Before the show even started, the fun was on the red carpet where I hung out with Gossip Queen Cindy Adams. Oh, the stories you won’t hear!

But what a gang! Carol Burnett, Debra Messing, Kristen Chenoweth, Harvey Fierstein, Clive Davis, Valerie Simpson, Michele Lee, Sandra Bernhardt, Richard Kind with his 14 year old son, Brenda Vaccaro, Desmond Child, Bobby Cannavale and Rose Byrne, and Ryan Eggold– star of NBC’s “New Amsterdam” — were among the parade of A listers who held the show’s curtain from going up for at least a half hour. That’s the way we like it!

Here’s a little scoop: Eggold tells me he can sing, and he’s considering doing a Broadway musical. It will not be called “Sutures and Slings.” Also interesting: even though “New Amsterdam” had a title change from “Bellevue,” the actual New York hospital it’s based on, they shoot some of the show there.

But back to “Tootsie”: I had the honor sitting in the top row with Shubert Organization president Phil Smith. We could hear the roars of laughter as they rolled up from the orchestra level. The big star of the night was Sarah Stiles, known to TV audiences from the show “Billions.” (A lot of the cast was there to support her.) Stiles plays the Teri Garr role, Sandy, from the 1982 movie, and steals the show right from the second number. The Tony Award category of Best Supporting Actress is going to be very competitive, what with Amber Grey (Hadestown) and Leslie Kritzer (Beetlejuice) also at the top-top-top of their games.

Santino Fontana takes the Dustin Hoffman role as Michael Dorsey/Dorothy Michaels, updated of course, and Lilli Cooper has the Jessica Lange part of Julie. The show has been revamped significantly from the movie, with the soap opera setting exchanged for a Broadway musical about Juliet’s nurse from “Romeo and Juliet.” Reg Rogers is hilarious as Dabney Coleman-inspired producer who’s hot for Julie, Andy Grotelueschen is the best friend played by Bill Murray (and now more Seth Rogen-ish), and Julie Halston is a new character– the rich widow who financially backs the show.

In this plot, updated from 1982, the Charles Durning character (Julie’s dad) is gone, and the word ‘lesbian’ is used a couple of times (not in the movie). It’s Very Modern, which resonates with the 2019 audience.

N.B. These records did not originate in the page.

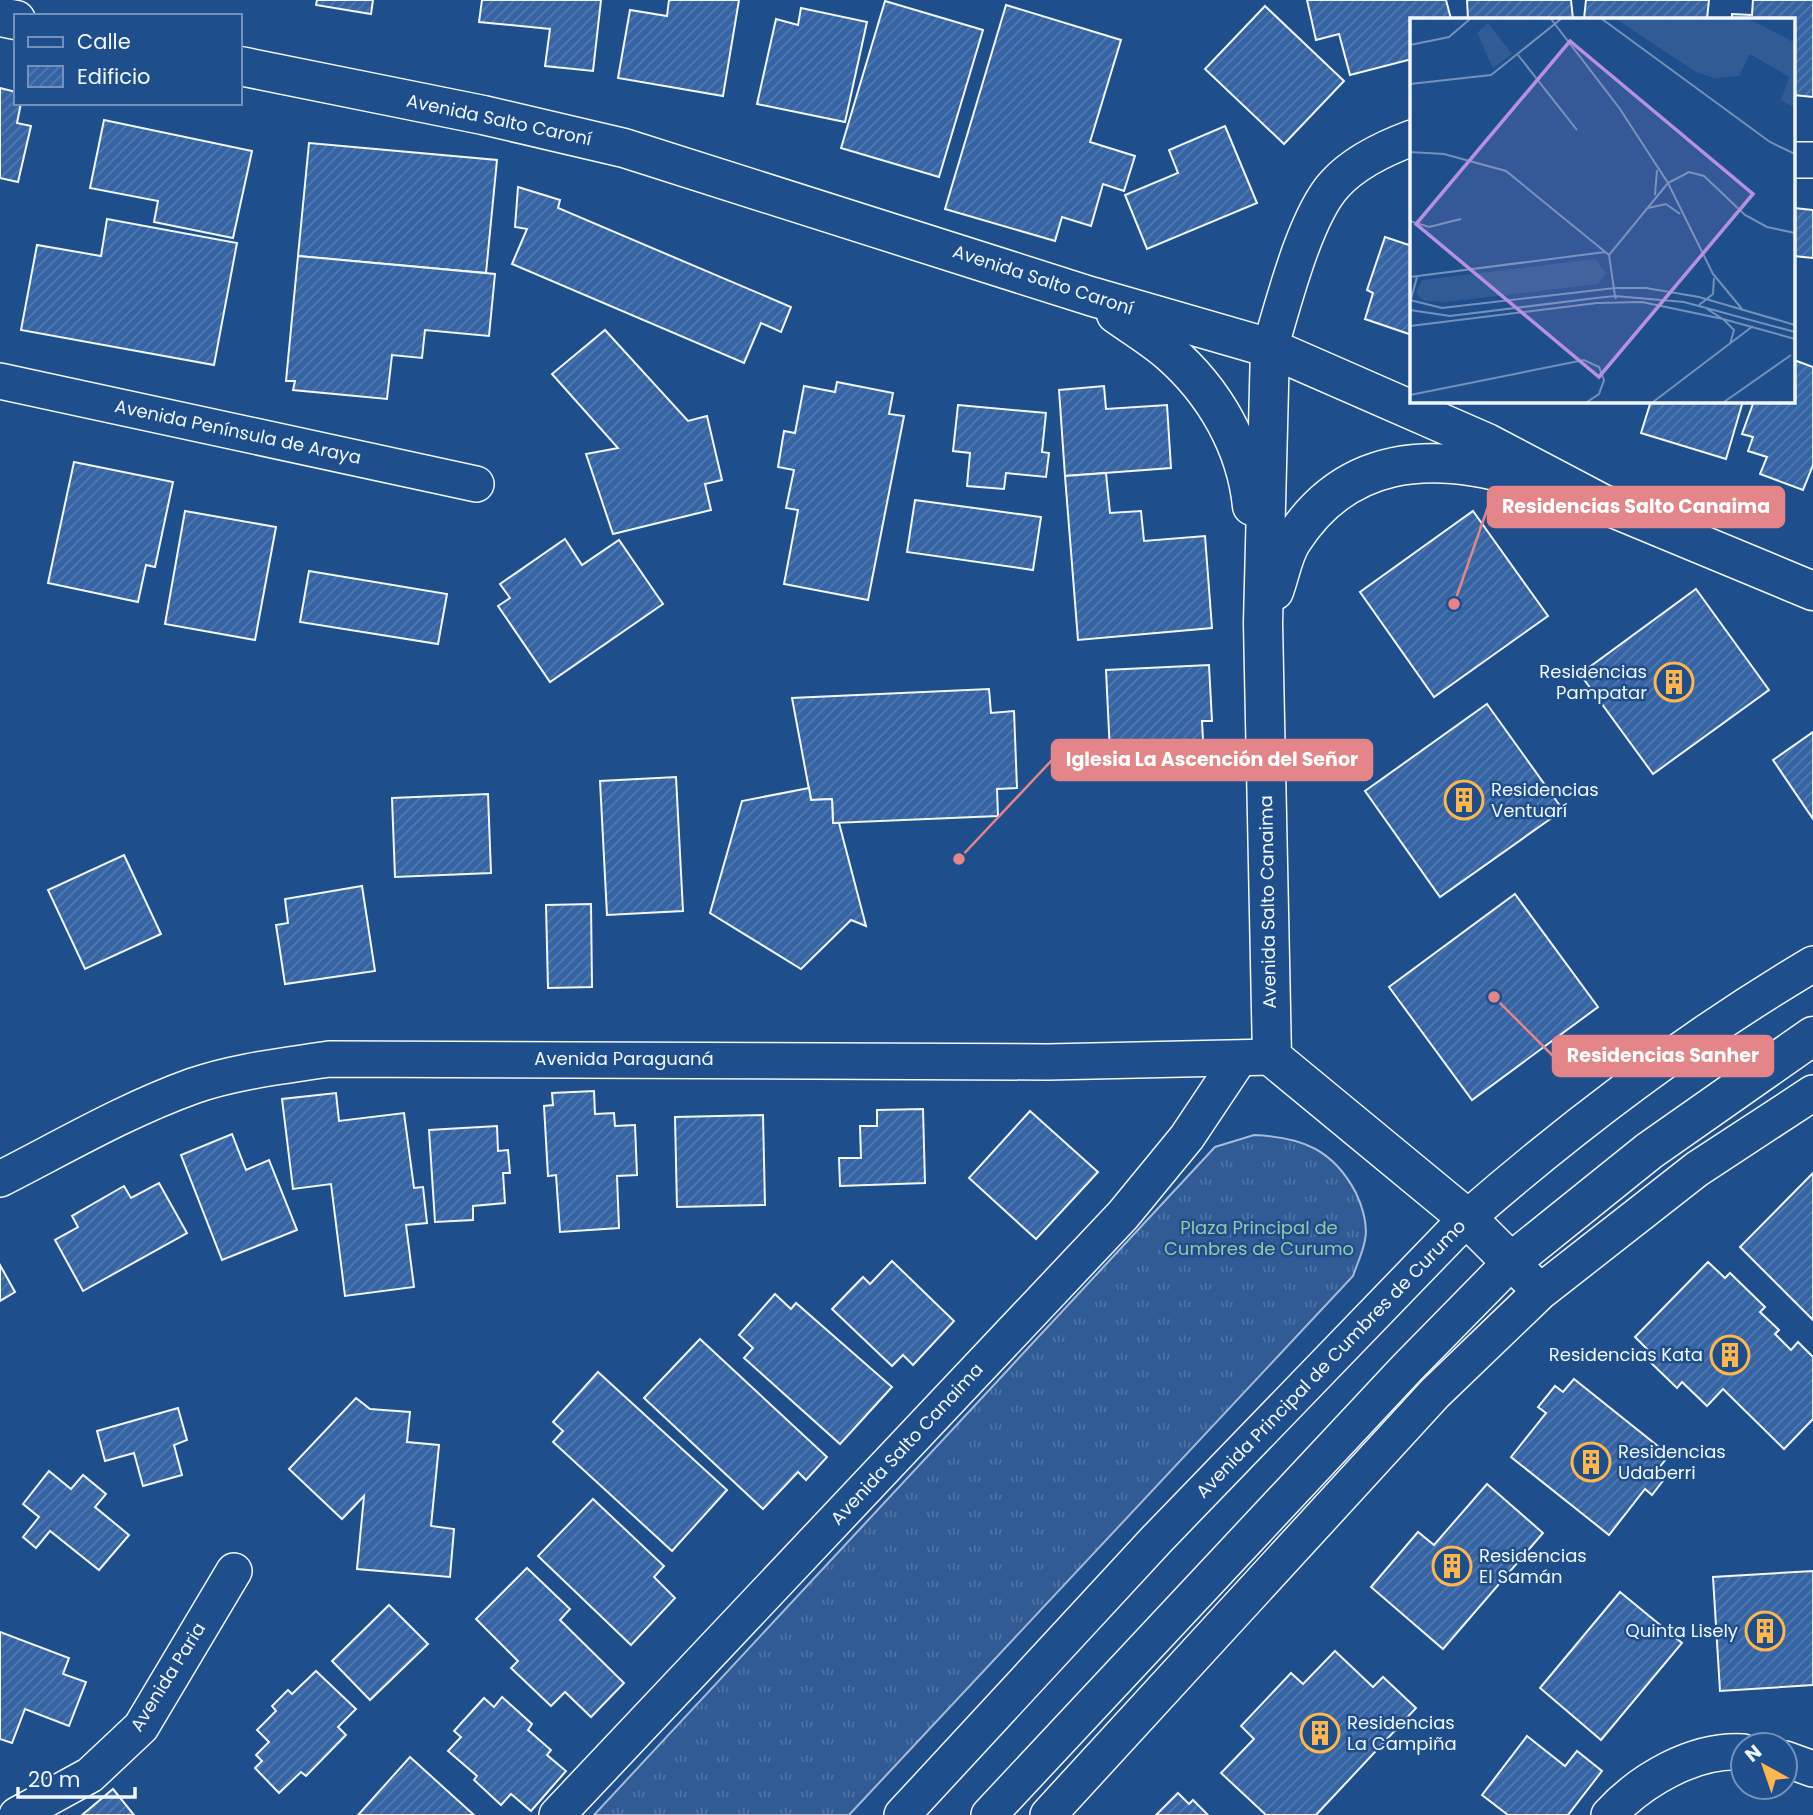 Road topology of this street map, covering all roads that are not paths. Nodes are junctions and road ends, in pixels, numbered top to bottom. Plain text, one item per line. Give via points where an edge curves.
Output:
1 (242, 66) edge
2 (1410, 139) edge
3 (1090, 296) junction
4 (1270, 348) junction
5 (0, 381) edge
6 (476, 484) dead end
7 (1601, 503) junction
8 (1813, 591) edge
9 (1263, 623) junction
10 (1813, 964) edge
11 (1813, 1036) edge
12 (1256, 1058) junction
13 (1813, 1093) edge
14 (0, 1179) edge
15 (1467, 1218) junction
16 (1511, 1262) junction
17 (1541, 1292) junction
18 (234, 1571) dead end
19 (1729, 1753) edge
20 (17, 1815) edge
21 (557, 1815) edge
22 (902, 1815) edge
23 (989, 1815) edge
24 (1048, 1815) edge
25 (1609, 1815) edge

1 - 3 main road, Avenida Salto Caroní via 624,148
2 - 4 street via 1383,149 1334,184 1311,225
3 - 4 main road, Avenida Salto Caroní
3 - 9 main road via 1169,351 1211,396 1236,441 1250,488
4 - 7 main road, Avenida Salto Caroní via 1487,443
4 - 9 main road, Avenida Salto Canaima
5 - 6 street, Avenida Península de Araya
7 - 8 main road, Avenida Salto Caroní
7 - 9 main road via 1474,465 1392,465 1353,480 1323,502 1291,543
9 - 12 main road, Avenida Salto Canaima
10 - 15 street, Avenida Principal de Cumbres de Curumo via 1652,1070
11 - 16 main road via 1648,1151
12 - 14 street, Avenida Paraguaná via 1048,1062 329,1059 195,1085 138,1108
12 - 15 main road
12 - 21 street, Avenida Salto Canaima via 1123,1215
13 - 17 street via 1697,1169
15 - 16 main road
15 - 22 street, Avenida Principal de Cumbres de Curumo via 1157,1539
16 - 17 street
16 - 23 street
17 - 24 street via 1435,1393
18 - 20 street, Avenida Paria via 141,1727 90,1775
19 - 25 street via 1668,1770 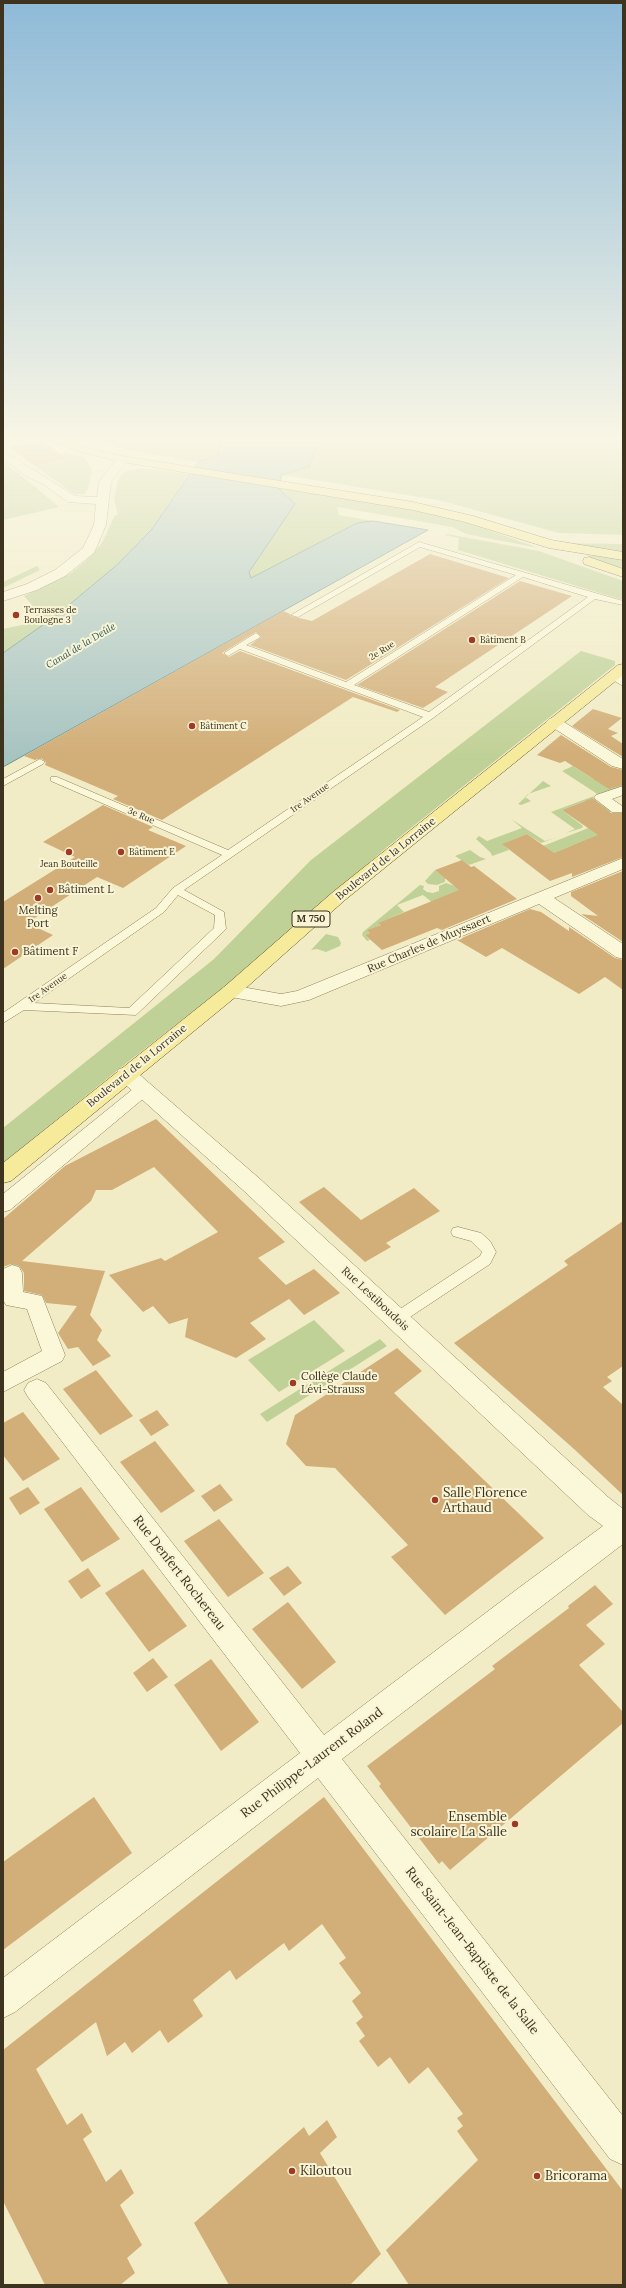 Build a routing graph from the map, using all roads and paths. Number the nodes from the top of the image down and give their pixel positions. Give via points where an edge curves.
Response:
1 (92, 544) edge
2 (551, 544) edge
3 (566, 548) junction
4 (623, 556) edge
5 (623, 573) edge
6 (523, 574) junction
7 (6, 596) edge
8 (594, 596) junction
9 (623, 603) edge
10 (295, 615) dead end
11 (256, 636) dead end
12 (240, 646) junction
13 (228, 653) dead end
14 (620, 675) edge
15 (347, 685) junction
16 (430, 716) junction
17 (554, 722) junction
18 (40, 762) dead end
19 (621, 765) edge
20 (54, 779) dead end
21 (3, 784) edge
22 (623, 790) edge
23 (618, 809) dead end
24 (229, 854) junction
25 (623, 862) edge
26 (177, 890) junction
27 (540, 897) junction
28 (623, 953) edge
29 (231, 991) junction
30 (22, 1006) junction
31 (3, 1019) edge
32 (126, 1074) junction
33 (144, 1089) junction
34 (3, 1175) edge
35 (3, 1205) edge
36 (458, 1232) dead end
37 (3, 1281) edge
38 (396, 1319) junction
39 (3, 1383) edge
40 (37, 1390) dead end
41 (623, 1525) edge
42 (623, 1528) edge
43 (322, 1756) junction
44 (3, 2000) edge
45 (623, 2146) edge

1 - 7 street via 89,550 60,573
2 - 3 main road
3 - 4 main road
3 - 5 main road via 586,560
6 - 8 lane
6 - 10 lane via 418,544
6 - 15 lane, 2e Rue
8 - 9 lane
8 - 16 lane, 1re Avenue
11 - 12 lane
12 - 13 lane
12 - 15 lane
14 - 17 main road, Boulevard de la Lorraine / M 750
15 - 16 lane
16 - 24 lane, 1re Avenue
17 - 19 street
17 - 29 main road, Boulevard de la Lorraine / M 750 via 339,896
18 - 21 lane
20 - 24 lane, 3e Rue
22 - 23 street via 601,798
24 - 26 lane, 1re Avenue
25 - 27 street, Rue Charles de Muyssaert
26 - 30 lane, 1re Avenue via 160,910
26 - 30 lane via 220,914 220,930 132,1012
27 - 28 street
27 - 29 street, Rue Charles de Muyssaert via 328,993 281,1000
29 - 32 main road, Boulevard de la Lorraine / M 750
30 - 31 lane, 1re Avenue
32 - 33 street, Rue Lestiboudois
32 - 34 main road, Boulevard de la Lorraine / M 750
33 - 35 street, Boulevard de la Lorraine
33 - 38 street, Rue Lestiboudois
36 - 38 lane via 476,1237 486,1245 489,1252 485,1260
37 - 39 street via 12,1273 14,1300 35,1302 54,1355
38 - 41 street, Rue Lestiboudois via 598,1506
40 - 43 street, Rue Denfert Rochereau
42 - 43 street, Rue Philippe-Laurent Roland
43 - 44 street, Rue Philippe-Laurent Roland
43 - 45 street, Rue Saint-Jean-Baptiste de la Salle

My only complaint about Robert Horn’s book is that there is no scene in which Michael gets the idea to become Dorothy. After many career frustrations as an actor, Michael simply appears as Dorothy without explanation.

Fontana, who’s been in countless Broadway shows, is a star as Michael/Dorothy, very winning and wholly in charge of the stage. But he’s playing it very close to Dustin Hoffman at all times. No one should forget that Dorothy is Hoffman’s invention, from the wigs to the accent. Over the last two years, Hoffman has gotten slagged in the #MeToo movement. But he has been a genius inventing characters, with Dorothy at the top of the list.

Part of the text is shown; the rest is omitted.